For my character I’ve chosen to create Anukis Atali who lives in the urban center of Kerador and who is of Skaimorn heritage. She is a reader who has always been super curious about the magic that might be within her but which she has never been able to harness except in moments of intense pressure. She was raised by her great-uncle who is all about searching for the origins of his ancestors, genealogy is his passion. As such, Anukis knows that she comes from a line of powerful magic, which makes her inability to harness her own quite frustrating. The three books seen (Fight Club, Romancing Mr. Bridgerton, and Club Dumas) will be read before April 2022 so I will talk about them in future TBRs.
So the idea for September is that my character will be embarking on the journey to Orilium Academy in order to learn how to harness her magical abilities. As such she must travel through various landmarks, each marking a trial that she must endure and pass in order to make it to the Academy. She’s not alone but she’s also super shy so hopefully she’ll be able to overcome that shyness in order to get to her goal.
The Novice Path Entrance — Read a book with a map: Six of Crows by Leigh Bardugo: No, I haven’t read the Shadow and Bone series but I absolutely love heist movies and I’ve never read a heist book so I really wanted to check this out. I don’t know much more about this book other than the heist element and I am pretty sure that’s all I need!
Ashtorn Tree — A book on top of your TBR: Wordslut: A Feminist Guide to Taking Back the English Language by Amanda Montell: This is the pick for this month’s Feminist Book club so of course it’s at the top of my TBR! This book takes a look at words that have often been used against women, labeling women as less than, and tracks their origins in order to take away that negative connotation and allow the reader to take back the word into a different kind of use.
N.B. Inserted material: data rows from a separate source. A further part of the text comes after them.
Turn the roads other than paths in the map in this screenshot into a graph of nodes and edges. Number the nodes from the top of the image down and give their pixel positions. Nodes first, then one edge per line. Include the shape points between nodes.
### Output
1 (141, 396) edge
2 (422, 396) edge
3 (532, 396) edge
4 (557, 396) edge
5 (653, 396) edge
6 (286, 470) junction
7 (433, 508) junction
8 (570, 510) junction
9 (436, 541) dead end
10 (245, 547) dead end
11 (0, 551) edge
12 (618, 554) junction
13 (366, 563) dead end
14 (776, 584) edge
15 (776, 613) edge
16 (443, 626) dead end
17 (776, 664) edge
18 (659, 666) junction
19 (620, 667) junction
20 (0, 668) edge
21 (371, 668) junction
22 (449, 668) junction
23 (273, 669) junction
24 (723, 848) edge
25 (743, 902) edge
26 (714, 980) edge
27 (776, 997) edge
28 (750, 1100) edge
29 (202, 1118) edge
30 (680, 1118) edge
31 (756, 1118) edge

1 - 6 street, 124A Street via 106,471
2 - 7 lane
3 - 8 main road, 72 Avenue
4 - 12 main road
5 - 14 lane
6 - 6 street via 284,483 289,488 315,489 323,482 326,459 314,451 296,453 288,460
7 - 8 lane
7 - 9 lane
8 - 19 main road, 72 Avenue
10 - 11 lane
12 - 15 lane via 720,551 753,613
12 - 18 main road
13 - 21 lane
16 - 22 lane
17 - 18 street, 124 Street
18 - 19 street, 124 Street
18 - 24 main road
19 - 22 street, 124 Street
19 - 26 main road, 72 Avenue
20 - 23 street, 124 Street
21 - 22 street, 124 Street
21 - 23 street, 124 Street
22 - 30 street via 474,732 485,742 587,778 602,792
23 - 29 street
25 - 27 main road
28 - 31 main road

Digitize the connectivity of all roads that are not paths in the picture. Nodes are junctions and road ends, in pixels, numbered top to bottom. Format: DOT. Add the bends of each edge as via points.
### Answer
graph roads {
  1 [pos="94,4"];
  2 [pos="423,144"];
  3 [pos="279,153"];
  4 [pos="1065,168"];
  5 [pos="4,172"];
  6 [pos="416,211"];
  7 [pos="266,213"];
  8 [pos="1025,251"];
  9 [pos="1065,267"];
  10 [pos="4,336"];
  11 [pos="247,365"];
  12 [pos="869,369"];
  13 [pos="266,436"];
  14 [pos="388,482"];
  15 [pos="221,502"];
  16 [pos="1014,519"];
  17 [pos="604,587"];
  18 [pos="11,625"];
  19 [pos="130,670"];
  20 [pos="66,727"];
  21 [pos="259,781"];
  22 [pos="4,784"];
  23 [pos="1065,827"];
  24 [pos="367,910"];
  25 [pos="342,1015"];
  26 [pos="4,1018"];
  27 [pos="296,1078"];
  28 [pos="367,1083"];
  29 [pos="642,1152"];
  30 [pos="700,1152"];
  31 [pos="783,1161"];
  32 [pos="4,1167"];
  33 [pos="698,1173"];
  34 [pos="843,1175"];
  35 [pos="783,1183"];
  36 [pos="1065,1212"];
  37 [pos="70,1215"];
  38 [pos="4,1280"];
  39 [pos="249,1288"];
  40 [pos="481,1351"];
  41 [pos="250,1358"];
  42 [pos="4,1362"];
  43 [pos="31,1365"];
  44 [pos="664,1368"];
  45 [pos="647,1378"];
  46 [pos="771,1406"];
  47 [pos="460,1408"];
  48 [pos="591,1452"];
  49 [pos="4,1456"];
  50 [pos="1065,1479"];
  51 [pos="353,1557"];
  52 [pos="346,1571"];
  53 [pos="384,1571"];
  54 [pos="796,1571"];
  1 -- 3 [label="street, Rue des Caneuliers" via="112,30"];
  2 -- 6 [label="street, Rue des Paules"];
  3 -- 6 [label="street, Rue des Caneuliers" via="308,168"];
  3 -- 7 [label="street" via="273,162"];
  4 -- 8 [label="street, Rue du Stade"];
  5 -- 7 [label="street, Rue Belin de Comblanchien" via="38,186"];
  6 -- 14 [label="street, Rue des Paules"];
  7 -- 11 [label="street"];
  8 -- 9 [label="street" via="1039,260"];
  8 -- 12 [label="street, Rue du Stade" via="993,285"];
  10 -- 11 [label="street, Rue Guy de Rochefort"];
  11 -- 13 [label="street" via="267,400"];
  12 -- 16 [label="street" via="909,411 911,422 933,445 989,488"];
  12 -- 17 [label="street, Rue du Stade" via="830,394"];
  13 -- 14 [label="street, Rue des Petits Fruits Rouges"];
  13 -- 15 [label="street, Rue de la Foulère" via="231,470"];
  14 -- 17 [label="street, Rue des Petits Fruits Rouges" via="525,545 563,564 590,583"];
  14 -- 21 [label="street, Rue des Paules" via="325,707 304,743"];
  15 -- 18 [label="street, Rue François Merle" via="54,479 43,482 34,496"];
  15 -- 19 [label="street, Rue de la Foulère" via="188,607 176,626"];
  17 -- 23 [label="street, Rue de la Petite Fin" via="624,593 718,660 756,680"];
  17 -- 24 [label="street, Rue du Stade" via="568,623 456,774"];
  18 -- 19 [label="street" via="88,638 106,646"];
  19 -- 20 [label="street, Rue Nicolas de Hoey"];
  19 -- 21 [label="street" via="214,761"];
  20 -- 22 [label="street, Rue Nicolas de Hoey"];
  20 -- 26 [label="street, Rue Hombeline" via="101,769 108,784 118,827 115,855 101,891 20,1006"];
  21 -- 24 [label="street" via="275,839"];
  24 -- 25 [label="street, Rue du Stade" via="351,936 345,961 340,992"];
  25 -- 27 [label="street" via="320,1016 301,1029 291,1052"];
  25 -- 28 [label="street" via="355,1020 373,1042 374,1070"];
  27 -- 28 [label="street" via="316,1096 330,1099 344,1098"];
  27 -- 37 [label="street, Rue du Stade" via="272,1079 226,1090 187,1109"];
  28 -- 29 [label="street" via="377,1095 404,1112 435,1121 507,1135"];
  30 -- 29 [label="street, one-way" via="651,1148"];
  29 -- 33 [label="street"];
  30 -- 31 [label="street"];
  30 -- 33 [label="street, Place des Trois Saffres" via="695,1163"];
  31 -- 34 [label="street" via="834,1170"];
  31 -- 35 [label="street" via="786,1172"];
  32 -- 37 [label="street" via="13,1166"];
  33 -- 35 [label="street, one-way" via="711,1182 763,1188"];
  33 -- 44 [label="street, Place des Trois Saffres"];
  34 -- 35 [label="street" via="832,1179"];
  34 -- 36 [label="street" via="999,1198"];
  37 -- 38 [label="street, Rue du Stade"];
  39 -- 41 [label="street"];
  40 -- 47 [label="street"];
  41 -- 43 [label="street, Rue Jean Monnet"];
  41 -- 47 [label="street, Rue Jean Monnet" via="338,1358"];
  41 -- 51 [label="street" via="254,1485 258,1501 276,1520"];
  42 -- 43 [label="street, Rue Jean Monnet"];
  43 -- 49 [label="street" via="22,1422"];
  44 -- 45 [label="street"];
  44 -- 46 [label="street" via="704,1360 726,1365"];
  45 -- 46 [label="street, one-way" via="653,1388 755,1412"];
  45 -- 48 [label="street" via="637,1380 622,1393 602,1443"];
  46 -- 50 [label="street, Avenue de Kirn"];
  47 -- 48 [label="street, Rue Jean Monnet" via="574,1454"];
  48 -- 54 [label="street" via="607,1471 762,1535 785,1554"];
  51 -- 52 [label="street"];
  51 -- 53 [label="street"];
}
The Mist of Solitude — Read a Standalone: In the Wild Light by Jeff Zentner: I am SO excited to read this book. I’ve loved all of Zentner’s books so far and I don’t expect this one to be any different. I don’t even know what this book is about!
Ruin of the Skye — Read a book featuring ghosts/supernatural elements: Cemetery Boys by Aiden Thomas: This book follows Yadriel, a Latinx brujx, who has managed to summon the ghost of the school’s resident bad boy, Julian Diaz. Now they are forced to work together in order to set things right for both of them. Ghosts, romance, LGBTQ+ and Latinx representation, can’t wait!
Obsidian Falls — Read a thriller or mystery book: The Final Girl Support Group by Grady Hendrix: I am a big fan of horror movies and one of the tropes in many of them is that final girl who manages to survive. So this book follows a group of final girls who have survived their respective serial killers and who now come together to help each other deal with the aftermath. But apparently their horror story is not over….
Tower of Rumination — Read a five star prediction: Sabrina & Corina by Kali Fajardo-Anstine: This is a series of short stories centered around Latinas of indigenous ancestry. There’s friendship, motherhood, sisterhood, and heritage. I’m pretty sure I’ll love this.
Orilium Academy Arc — Book with a school setting: A Tale of Magic by Chris Colfer: A middle-grade book about Brystal, a 14-year-old girl who is whisked away to a magical school where she’ll learn that maybe her life is not as boring as she thought! I loved The Land of Stories series so I expect that this will be no different.
And that’s it for the Novice Path TBR! IF there’s time at all, I will also be starting All The Light We Cannot See by Anthony Doerr, which came up in my last Want To Read List Cleanup post. As it stands, it might be pushed into October but that’s quite alright since there’s no hurry. Who knows, I might be in the mood and start it even while working on the books for the Orilium journey, we’ll see!